→ TASK OBJECTIVE: From the entries below, gather every line containing the string "font".
↓
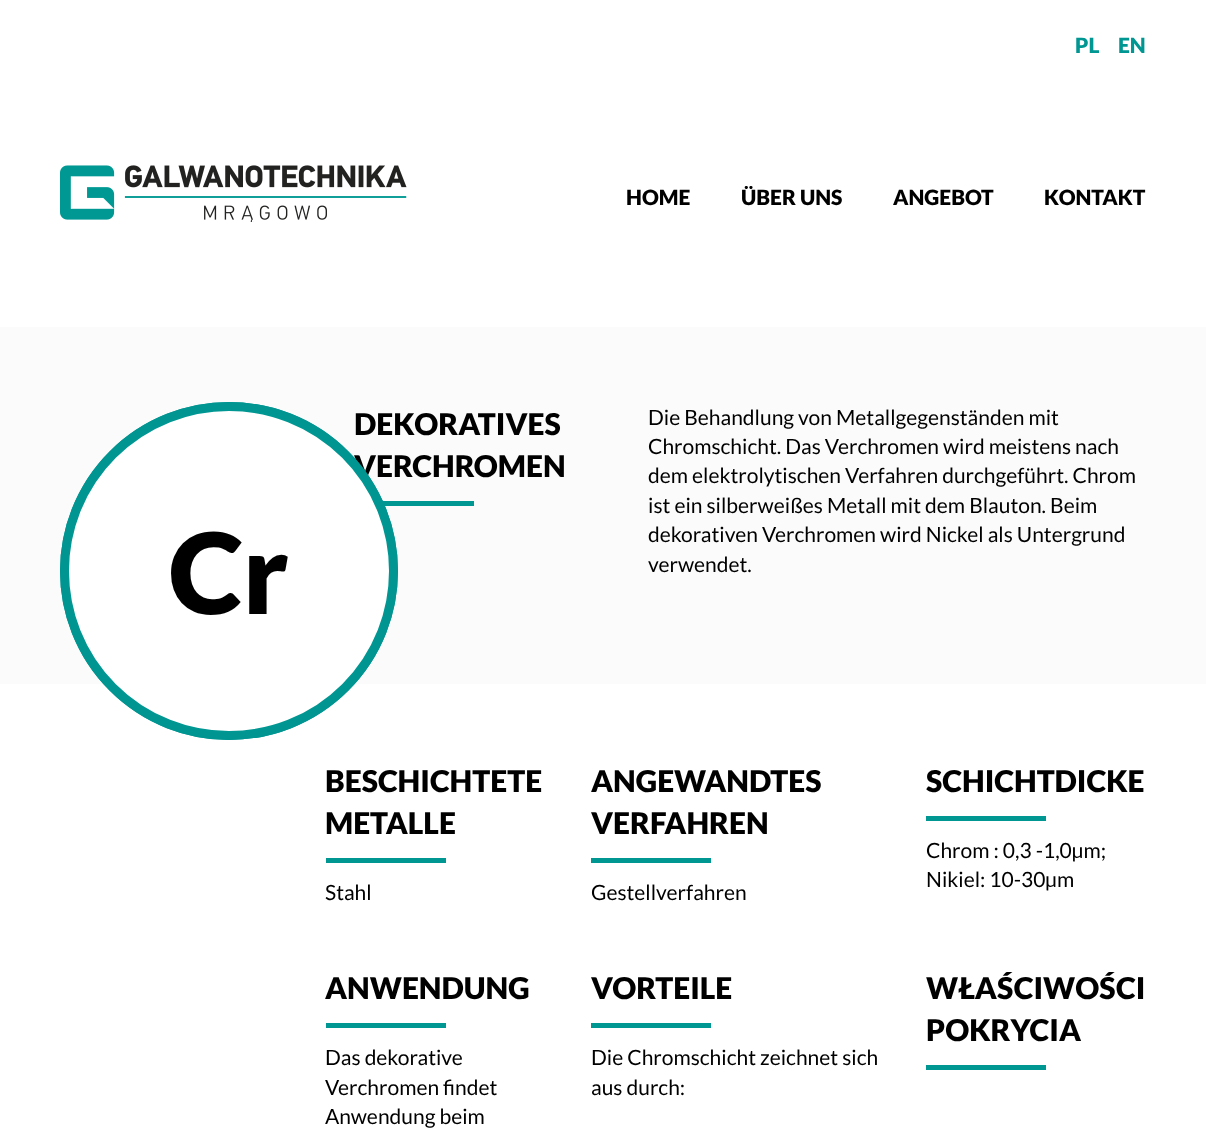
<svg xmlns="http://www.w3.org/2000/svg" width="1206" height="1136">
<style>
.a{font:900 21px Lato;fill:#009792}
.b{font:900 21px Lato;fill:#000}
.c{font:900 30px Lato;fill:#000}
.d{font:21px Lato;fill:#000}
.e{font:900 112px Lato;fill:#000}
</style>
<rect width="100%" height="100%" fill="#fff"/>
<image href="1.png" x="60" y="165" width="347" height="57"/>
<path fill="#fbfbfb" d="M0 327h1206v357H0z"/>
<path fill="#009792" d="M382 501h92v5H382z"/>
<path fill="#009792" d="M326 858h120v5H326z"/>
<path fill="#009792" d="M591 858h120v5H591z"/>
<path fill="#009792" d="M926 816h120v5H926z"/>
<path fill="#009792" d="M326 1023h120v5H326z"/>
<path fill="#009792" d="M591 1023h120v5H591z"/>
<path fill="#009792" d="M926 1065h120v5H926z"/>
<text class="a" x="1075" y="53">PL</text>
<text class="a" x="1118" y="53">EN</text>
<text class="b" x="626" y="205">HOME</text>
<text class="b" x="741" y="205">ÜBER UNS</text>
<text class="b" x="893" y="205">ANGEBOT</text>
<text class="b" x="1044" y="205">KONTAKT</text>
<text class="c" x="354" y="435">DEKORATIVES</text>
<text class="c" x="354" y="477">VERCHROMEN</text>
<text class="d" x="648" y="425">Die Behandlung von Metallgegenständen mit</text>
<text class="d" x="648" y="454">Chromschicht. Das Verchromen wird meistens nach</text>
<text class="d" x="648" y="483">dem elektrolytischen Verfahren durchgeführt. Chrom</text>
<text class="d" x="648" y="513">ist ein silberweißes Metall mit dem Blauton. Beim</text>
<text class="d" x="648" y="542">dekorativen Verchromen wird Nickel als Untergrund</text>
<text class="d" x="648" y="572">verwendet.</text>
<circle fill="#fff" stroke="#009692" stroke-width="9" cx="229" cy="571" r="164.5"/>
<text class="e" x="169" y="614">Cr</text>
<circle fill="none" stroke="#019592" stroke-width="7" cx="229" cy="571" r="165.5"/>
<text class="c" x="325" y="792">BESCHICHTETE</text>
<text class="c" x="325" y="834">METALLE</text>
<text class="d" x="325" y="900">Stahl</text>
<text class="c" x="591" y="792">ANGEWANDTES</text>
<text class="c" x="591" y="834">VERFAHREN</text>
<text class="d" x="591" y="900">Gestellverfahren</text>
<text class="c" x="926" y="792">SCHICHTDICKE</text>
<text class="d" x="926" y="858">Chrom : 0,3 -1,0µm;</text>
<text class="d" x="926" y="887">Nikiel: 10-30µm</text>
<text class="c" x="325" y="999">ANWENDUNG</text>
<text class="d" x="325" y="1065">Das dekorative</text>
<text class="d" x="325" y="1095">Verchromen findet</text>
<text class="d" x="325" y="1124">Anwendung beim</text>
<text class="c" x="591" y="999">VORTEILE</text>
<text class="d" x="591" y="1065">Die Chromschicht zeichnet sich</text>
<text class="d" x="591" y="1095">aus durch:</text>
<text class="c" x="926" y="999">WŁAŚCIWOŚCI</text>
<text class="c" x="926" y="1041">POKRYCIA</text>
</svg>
↑
→ ANSWER SPACE:
.a{font:900 21px Lato;fill:#009792}
.b{font:900 21px Lato;fill:#000}
.c{font:900 30px Lato;fill:#000}
.d{font:21px Lato;fill:#000}
.e{font:900 112px Lato;fill:#000}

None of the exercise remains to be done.